- Task instructions
Starting at the line that contains "ring dip: (675, 292)" in the listing below, write out every line word for word until you have written the line that contains "index dip: (334, 351)".

- Records shown
==============================

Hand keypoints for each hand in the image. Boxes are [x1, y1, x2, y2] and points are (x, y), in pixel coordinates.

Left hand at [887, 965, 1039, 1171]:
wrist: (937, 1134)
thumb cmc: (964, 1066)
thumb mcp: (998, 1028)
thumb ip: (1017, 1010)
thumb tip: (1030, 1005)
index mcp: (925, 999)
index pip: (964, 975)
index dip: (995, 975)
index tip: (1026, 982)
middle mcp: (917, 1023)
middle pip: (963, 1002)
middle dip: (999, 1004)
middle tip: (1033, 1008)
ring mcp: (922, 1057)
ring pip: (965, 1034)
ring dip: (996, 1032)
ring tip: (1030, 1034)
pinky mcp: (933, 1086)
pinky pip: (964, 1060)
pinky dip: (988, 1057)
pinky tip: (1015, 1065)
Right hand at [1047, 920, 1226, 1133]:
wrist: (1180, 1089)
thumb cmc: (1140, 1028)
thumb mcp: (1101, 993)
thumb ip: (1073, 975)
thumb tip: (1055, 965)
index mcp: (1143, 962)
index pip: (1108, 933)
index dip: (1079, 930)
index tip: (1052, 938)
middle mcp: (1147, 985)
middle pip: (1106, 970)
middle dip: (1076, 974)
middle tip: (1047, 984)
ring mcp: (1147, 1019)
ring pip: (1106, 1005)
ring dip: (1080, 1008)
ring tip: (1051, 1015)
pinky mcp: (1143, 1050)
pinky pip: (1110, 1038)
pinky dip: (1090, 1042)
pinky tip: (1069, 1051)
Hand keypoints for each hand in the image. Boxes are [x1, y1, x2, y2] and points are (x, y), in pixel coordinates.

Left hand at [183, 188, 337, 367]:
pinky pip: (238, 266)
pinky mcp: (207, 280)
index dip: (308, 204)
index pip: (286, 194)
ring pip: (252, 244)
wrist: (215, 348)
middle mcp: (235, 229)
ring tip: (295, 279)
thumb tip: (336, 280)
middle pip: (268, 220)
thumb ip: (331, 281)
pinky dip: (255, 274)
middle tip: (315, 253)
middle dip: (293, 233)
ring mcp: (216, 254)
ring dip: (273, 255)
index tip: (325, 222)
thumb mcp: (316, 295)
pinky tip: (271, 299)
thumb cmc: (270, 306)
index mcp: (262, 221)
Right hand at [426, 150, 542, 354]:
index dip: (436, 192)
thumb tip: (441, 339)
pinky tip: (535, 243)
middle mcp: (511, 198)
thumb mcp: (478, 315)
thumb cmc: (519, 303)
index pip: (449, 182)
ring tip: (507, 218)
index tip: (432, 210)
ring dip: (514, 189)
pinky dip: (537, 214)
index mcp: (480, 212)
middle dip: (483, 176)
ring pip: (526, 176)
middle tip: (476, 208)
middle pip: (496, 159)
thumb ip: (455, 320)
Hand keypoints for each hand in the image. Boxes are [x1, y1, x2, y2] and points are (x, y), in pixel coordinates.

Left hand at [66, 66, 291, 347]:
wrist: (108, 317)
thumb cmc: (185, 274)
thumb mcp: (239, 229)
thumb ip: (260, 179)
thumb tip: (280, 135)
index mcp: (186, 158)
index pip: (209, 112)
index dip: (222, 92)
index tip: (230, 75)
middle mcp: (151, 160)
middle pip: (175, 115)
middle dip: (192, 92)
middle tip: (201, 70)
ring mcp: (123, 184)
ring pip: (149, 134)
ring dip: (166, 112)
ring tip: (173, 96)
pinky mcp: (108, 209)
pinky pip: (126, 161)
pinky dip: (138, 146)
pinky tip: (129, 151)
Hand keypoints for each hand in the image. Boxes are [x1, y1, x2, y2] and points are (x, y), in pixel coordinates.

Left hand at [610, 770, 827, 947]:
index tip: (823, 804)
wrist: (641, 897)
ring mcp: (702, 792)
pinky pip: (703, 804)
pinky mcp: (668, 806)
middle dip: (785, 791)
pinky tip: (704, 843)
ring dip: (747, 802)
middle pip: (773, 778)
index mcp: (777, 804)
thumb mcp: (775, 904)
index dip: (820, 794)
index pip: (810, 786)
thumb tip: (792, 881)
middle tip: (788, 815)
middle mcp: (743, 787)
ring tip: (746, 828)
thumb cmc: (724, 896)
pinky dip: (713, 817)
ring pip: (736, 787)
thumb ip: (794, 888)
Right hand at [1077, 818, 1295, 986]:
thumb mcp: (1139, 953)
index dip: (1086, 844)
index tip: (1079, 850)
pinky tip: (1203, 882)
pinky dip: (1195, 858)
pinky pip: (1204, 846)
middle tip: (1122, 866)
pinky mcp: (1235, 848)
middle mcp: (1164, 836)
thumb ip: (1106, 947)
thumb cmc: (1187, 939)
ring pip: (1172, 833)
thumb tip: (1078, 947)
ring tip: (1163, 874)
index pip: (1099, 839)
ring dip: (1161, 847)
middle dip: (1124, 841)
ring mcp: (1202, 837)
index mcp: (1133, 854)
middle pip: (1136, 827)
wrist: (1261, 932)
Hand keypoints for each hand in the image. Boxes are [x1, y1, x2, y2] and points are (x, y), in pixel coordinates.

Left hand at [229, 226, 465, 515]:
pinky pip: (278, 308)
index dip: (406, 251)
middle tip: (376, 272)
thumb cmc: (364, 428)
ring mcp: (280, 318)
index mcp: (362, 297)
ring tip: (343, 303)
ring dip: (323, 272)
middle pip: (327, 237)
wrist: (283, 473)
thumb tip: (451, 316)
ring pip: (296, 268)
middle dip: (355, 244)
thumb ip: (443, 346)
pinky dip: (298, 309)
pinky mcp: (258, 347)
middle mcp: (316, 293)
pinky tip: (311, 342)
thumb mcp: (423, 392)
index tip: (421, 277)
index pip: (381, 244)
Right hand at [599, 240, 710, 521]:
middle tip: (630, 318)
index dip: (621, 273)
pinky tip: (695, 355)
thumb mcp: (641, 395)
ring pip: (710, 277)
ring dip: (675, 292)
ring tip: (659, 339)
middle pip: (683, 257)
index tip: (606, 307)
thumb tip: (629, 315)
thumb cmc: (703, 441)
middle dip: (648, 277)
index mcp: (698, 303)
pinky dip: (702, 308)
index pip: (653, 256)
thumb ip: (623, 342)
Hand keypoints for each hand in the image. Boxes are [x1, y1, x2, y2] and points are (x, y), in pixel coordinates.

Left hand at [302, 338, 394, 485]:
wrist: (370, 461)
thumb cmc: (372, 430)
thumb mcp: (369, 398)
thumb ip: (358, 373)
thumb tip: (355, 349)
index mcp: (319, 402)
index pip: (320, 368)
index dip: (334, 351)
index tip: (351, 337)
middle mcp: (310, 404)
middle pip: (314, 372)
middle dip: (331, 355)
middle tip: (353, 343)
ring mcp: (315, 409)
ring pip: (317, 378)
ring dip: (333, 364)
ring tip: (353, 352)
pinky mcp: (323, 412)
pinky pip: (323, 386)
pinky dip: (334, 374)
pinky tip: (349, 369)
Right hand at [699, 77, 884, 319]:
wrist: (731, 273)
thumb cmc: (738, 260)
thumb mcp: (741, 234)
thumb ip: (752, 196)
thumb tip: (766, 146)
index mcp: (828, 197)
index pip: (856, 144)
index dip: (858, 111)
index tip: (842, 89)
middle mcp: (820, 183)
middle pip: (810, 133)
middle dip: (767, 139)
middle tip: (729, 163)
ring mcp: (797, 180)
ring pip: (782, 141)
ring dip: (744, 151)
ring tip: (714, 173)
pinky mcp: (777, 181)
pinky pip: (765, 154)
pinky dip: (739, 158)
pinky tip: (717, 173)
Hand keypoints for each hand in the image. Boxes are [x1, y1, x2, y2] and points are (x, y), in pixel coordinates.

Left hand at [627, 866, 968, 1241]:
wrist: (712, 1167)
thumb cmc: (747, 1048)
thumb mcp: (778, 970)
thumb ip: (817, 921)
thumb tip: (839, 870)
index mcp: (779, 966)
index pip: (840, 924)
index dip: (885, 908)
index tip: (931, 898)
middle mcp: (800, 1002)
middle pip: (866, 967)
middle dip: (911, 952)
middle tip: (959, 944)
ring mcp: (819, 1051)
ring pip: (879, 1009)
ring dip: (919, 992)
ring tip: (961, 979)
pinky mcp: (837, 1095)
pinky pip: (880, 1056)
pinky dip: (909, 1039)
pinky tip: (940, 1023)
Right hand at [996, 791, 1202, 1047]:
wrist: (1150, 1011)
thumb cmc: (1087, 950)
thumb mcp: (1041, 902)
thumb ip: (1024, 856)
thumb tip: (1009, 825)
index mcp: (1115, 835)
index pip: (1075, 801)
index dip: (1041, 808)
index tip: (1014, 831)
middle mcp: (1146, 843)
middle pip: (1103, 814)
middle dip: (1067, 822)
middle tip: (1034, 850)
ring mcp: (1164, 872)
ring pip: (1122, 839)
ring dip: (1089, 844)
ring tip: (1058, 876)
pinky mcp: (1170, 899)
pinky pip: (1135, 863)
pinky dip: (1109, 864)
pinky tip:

==============================

- Written solution
ring dip: (675, 292)
ring tip: (659, 339)
middle pip: (683, 257)
index tip: (606, 307)
thumb tip: (629, 315)
thumb cmc: (703, 441)
middle dip: (648, 277)
index mcp: (698, 303)
pinky dip: (702, 308)
index pip: (653, 256)
thumb ip: (623, 342)
Hand keypoints for each hand in the image. Boxes are [x1, y1, x2, y2] and points are (x, y), in pixel coordinates.

Left hand at [302, 338, 394, 485]:
wrist: (370, 461)
thumb cmc: (372, 430)
thumb mcp: (369, 398)
thumb ip: (358, 373)
thumb tip: (355, 349)
index mcp: (319, 402)
index pip: (320, 368)
index dip: (334, 351)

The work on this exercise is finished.